Since the rise of ecological economics in the 1990s, conservationists have tried to estimate the dollar value of all the eco-services Mother Nature provides society, in the hopes of preserving them. Tropical forests, for instance, can sequester climate-warming carbon dioxide, and coastal salt marshes provide breeding grounds for fisheries as well as filtration systems to keep fertilizer runoff from suffocating seas.

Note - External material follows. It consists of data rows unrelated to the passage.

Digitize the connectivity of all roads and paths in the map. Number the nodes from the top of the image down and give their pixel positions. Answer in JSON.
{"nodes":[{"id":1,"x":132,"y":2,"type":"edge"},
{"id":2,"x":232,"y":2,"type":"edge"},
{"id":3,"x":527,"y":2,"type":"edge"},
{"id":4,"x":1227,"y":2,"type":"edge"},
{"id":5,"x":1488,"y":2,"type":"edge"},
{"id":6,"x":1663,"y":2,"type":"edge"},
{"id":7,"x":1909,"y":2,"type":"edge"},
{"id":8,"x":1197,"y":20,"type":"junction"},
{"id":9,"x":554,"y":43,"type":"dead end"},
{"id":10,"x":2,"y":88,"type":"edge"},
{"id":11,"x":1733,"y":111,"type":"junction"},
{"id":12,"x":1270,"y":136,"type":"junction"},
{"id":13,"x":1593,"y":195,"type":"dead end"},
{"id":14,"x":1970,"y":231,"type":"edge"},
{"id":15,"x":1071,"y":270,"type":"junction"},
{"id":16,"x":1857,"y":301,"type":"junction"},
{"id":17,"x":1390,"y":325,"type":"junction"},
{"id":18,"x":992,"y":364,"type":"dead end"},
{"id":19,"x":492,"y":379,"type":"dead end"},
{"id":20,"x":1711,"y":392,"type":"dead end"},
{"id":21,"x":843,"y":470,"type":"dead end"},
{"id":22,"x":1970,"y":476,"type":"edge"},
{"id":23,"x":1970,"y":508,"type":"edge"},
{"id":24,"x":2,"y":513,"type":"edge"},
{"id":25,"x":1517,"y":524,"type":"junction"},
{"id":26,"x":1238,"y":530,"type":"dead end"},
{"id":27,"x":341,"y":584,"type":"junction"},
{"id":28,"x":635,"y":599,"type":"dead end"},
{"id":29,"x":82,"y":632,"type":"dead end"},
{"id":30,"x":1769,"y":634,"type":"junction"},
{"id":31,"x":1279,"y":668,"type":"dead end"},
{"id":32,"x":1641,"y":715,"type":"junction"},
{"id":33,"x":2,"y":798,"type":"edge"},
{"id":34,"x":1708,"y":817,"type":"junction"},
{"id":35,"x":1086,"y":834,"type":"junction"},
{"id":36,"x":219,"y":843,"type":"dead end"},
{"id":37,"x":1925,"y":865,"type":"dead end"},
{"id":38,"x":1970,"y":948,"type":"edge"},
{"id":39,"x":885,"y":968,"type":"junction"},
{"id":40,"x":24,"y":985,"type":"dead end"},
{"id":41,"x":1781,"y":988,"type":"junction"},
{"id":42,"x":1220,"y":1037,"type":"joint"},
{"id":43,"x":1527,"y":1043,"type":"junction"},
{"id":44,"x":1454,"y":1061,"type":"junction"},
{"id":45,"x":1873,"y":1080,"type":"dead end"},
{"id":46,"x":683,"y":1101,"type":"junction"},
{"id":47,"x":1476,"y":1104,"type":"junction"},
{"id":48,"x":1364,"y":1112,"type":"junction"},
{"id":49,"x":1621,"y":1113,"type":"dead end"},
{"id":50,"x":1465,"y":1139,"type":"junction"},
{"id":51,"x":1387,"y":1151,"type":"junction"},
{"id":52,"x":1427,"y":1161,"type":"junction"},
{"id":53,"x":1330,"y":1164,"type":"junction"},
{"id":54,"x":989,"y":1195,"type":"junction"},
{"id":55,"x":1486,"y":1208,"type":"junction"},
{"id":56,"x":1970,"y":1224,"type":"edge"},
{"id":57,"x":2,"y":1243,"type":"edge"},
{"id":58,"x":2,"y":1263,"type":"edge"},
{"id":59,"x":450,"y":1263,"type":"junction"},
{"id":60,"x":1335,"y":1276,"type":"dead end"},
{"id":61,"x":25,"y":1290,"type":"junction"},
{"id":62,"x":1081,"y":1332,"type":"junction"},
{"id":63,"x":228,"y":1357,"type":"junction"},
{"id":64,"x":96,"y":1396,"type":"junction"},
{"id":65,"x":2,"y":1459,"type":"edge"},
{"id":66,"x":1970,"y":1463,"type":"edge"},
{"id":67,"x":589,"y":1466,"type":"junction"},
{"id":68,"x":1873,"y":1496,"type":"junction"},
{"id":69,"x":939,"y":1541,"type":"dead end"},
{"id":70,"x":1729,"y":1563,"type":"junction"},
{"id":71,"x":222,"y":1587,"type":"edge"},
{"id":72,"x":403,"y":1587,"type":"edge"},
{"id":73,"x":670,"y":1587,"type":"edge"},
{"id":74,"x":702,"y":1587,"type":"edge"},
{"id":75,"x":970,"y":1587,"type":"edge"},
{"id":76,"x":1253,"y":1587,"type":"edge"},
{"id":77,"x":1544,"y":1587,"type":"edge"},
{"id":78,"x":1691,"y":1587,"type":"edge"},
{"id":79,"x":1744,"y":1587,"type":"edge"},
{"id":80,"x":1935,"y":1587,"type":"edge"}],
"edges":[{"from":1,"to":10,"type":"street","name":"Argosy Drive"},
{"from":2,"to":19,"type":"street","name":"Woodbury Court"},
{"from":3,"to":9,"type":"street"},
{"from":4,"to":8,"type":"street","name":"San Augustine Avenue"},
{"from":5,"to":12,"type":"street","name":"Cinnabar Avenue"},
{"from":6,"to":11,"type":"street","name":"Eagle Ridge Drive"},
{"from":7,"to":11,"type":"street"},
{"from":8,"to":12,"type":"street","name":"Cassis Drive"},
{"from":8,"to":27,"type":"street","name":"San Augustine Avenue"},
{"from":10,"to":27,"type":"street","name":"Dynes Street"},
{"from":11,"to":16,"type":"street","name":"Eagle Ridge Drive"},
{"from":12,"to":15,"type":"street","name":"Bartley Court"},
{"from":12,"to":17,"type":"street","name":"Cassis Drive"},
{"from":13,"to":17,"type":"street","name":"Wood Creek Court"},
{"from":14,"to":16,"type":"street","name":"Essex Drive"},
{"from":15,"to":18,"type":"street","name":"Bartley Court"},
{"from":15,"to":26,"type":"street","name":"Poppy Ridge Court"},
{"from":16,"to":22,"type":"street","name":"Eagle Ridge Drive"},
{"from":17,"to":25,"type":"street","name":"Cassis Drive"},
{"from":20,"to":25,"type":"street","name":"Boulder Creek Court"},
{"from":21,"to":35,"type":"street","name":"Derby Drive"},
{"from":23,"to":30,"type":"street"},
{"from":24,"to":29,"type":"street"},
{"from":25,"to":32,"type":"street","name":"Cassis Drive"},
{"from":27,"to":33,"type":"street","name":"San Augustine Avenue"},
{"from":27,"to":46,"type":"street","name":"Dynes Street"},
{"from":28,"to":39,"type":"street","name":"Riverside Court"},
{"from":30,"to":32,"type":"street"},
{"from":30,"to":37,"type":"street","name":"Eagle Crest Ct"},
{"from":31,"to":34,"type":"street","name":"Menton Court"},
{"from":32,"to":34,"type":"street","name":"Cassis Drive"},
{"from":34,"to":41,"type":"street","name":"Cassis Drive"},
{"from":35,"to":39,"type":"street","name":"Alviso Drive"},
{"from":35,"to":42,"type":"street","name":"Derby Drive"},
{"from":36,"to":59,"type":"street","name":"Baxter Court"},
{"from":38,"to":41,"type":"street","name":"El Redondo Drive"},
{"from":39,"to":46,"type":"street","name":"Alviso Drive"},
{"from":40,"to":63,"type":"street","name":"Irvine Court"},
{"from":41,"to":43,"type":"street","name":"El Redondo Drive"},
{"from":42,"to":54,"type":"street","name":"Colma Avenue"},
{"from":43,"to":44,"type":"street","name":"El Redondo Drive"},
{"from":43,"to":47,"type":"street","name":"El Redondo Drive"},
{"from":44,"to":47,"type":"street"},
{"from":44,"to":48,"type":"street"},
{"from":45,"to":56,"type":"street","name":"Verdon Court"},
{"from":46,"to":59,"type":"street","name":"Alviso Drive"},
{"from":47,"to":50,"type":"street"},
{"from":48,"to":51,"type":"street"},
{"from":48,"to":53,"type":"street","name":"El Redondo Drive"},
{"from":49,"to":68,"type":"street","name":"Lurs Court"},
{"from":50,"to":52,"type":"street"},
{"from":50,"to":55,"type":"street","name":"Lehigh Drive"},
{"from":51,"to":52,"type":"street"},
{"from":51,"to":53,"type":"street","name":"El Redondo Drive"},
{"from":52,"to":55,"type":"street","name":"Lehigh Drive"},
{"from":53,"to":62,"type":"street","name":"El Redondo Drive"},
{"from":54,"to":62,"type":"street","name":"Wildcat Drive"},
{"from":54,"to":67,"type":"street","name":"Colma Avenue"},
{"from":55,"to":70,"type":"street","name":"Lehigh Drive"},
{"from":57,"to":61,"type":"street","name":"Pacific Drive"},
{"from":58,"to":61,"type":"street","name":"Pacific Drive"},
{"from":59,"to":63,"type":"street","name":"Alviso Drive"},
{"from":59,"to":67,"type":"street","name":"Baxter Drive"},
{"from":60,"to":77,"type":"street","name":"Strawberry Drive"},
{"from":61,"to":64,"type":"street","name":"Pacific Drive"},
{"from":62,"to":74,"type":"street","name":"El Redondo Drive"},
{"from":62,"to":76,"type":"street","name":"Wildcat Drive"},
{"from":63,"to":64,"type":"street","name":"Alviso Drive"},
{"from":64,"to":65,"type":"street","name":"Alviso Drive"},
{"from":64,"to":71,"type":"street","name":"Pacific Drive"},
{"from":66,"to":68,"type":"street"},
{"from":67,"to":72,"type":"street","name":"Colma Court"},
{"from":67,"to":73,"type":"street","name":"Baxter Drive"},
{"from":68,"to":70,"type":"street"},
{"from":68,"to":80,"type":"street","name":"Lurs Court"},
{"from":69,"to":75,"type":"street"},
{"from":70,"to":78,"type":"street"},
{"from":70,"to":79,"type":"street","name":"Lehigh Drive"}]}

Although many conservationists have assumed that pristine ecosystems and biodiversity hot spots would offer the greatest benefits to humanity, few studies have confronted the question of eco-rehab head-on. Without that link conservationists have been hard-pressed to make an economic argument for restoration projects large and small. But an analysis published in this week's Science demonstrates that reparation generally provides a significant improvement in the services that ecosystems provide humanity.

"We were amazed when we found such a strong signal between restoration projects that increase biodiversity and those that increase ecosystem services," says James Bullock an ecologist at the Center for Ecology and Hydrology in Wallingford, England, "This is one of the first tests."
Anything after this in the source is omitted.